Content starts

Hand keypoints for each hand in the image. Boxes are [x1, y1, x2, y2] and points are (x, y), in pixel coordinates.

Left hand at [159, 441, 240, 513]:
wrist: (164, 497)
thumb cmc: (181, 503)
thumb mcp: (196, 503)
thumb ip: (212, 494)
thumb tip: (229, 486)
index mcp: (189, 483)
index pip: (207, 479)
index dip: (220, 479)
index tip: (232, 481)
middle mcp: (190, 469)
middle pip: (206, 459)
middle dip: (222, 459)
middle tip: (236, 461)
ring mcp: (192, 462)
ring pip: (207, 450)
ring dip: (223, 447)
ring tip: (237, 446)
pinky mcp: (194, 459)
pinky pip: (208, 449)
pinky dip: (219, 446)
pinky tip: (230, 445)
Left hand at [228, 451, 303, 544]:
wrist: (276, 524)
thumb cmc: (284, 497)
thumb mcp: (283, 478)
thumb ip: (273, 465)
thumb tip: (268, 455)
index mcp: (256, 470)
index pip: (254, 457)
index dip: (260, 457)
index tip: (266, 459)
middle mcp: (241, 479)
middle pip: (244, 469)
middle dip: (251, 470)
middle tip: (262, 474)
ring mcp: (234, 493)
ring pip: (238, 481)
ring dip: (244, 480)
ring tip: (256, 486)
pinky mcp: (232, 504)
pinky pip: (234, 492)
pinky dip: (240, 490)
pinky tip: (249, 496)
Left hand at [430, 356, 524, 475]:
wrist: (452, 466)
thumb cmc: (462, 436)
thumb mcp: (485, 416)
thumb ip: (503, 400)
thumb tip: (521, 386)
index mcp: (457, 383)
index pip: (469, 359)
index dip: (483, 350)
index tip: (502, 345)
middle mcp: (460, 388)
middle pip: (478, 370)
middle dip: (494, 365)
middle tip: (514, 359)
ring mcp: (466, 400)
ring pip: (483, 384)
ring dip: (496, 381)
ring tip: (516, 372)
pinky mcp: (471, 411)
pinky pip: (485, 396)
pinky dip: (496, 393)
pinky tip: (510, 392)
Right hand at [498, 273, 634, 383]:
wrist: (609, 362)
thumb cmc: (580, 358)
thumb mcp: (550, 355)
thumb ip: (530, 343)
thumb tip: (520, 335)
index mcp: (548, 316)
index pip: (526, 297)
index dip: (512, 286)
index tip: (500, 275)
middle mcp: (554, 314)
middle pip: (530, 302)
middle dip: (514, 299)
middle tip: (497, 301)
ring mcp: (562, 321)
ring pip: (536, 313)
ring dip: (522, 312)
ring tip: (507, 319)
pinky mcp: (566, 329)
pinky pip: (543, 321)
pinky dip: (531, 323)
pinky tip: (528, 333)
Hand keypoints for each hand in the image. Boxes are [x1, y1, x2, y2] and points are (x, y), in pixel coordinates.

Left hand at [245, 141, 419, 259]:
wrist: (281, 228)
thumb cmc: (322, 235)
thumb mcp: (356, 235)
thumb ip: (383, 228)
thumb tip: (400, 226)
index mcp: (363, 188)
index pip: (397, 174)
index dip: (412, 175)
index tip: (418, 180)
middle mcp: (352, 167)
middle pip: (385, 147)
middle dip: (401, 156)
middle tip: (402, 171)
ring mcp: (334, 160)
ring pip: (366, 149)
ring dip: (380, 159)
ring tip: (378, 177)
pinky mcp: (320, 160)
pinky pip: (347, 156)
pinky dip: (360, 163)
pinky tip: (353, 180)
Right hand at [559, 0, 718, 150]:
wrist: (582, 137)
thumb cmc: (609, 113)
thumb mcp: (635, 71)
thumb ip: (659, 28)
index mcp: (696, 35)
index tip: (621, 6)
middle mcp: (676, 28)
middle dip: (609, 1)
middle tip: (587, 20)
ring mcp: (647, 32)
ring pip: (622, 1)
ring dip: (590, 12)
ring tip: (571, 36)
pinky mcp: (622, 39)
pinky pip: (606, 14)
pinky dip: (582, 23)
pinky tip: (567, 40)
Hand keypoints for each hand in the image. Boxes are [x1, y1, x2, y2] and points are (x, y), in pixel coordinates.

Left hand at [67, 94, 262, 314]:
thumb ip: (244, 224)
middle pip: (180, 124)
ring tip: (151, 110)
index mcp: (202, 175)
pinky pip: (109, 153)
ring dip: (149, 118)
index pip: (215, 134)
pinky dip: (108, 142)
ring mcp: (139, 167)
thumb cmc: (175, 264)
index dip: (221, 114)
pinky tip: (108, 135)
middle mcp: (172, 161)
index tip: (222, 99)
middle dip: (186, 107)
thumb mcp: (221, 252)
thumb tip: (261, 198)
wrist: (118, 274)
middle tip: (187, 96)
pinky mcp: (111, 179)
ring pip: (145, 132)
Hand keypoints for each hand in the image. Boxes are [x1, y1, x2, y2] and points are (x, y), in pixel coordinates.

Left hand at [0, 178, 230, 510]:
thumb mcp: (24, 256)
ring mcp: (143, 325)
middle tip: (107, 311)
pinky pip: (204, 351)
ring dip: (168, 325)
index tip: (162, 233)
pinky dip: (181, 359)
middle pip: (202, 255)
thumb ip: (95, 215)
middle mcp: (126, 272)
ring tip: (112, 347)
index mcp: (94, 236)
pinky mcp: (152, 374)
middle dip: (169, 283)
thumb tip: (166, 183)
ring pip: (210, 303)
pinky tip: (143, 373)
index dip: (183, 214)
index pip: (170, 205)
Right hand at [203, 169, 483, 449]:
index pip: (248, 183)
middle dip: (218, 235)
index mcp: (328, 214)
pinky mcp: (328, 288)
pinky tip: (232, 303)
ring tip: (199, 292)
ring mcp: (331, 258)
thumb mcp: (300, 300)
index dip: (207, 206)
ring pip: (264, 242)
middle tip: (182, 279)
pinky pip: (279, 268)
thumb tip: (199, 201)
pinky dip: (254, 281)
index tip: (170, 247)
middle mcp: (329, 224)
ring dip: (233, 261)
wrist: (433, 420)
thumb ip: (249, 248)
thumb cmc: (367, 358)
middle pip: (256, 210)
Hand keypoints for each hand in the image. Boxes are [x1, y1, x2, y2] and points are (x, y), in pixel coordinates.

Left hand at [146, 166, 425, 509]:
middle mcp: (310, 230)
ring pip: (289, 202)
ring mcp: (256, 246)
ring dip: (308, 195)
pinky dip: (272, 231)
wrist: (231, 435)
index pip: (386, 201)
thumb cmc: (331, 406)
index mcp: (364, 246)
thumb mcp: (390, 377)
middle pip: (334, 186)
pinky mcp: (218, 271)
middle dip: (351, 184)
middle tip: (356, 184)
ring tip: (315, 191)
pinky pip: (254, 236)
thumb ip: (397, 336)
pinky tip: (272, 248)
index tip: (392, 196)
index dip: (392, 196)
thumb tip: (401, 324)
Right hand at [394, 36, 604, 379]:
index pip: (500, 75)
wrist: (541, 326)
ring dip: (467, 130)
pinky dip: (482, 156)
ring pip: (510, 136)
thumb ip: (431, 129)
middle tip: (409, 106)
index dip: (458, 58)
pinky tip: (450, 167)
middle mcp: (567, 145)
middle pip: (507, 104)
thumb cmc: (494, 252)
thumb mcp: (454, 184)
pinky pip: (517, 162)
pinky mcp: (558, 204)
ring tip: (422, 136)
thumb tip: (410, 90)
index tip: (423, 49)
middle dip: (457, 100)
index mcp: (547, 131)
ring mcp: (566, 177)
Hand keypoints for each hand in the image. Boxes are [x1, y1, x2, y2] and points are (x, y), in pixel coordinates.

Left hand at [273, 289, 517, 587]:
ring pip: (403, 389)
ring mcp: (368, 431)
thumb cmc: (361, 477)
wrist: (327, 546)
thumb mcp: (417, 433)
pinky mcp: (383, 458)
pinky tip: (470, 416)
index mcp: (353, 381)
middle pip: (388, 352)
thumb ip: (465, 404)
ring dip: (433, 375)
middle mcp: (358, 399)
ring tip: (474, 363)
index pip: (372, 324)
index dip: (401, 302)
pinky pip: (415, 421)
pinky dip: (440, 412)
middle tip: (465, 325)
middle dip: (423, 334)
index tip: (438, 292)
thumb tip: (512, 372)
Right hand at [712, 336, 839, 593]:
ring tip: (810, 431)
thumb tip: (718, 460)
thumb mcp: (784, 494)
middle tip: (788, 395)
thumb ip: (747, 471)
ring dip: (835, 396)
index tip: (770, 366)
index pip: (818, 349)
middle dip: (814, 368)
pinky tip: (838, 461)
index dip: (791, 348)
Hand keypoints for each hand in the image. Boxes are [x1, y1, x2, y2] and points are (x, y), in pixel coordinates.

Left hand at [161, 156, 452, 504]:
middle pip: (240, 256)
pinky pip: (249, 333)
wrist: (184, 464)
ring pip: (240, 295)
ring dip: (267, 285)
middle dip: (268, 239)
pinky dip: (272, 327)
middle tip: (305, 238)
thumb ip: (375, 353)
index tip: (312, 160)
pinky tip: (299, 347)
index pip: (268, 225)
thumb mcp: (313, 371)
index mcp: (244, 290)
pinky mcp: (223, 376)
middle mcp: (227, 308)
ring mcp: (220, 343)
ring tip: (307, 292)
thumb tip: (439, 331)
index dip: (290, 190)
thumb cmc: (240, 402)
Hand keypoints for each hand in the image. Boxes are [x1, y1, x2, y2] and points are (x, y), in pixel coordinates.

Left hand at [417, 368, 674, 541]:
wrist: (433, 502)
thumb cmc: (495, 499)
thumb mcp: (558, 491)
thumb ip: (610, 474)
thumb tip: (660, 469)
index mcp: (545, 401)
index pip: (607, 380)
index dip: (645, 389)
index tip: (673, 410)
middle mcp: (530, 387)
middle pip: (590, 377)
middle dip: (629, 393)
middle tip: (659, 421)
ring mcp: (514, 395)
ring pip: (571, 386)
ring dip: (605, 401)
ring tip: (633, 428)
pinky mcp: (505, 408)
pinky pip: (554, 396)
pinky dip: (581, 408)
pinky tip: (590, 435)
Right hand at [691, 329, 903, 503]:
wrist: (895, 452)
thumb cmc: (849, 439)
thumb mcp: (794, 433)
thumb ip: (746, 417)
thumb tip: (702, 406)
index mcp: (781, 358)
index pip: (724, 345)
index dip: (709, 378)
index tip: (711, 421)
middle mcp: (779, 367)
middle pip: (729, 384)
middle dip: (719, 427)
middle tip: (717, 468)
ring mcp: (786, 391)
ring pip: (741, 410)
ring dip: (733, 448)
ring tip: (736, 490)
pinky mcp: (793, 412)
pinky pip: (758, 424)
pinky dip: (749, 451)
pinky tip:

Content ends

REQUIRED WORK. Go through the records and show every line with the string "Right" in it.

ANSWER TO THIS PROBLEM.
Right hand at [498, 273, 634, 383]:
Right hand at [559, 0, 718, 150]:
Right hand at [203, 169, 483, 449]:
Right hand at [394, 36, 604, 379]:
Right hand at [712, 336, 839, 593]:
Right hand at [691, 329, 903, 503]:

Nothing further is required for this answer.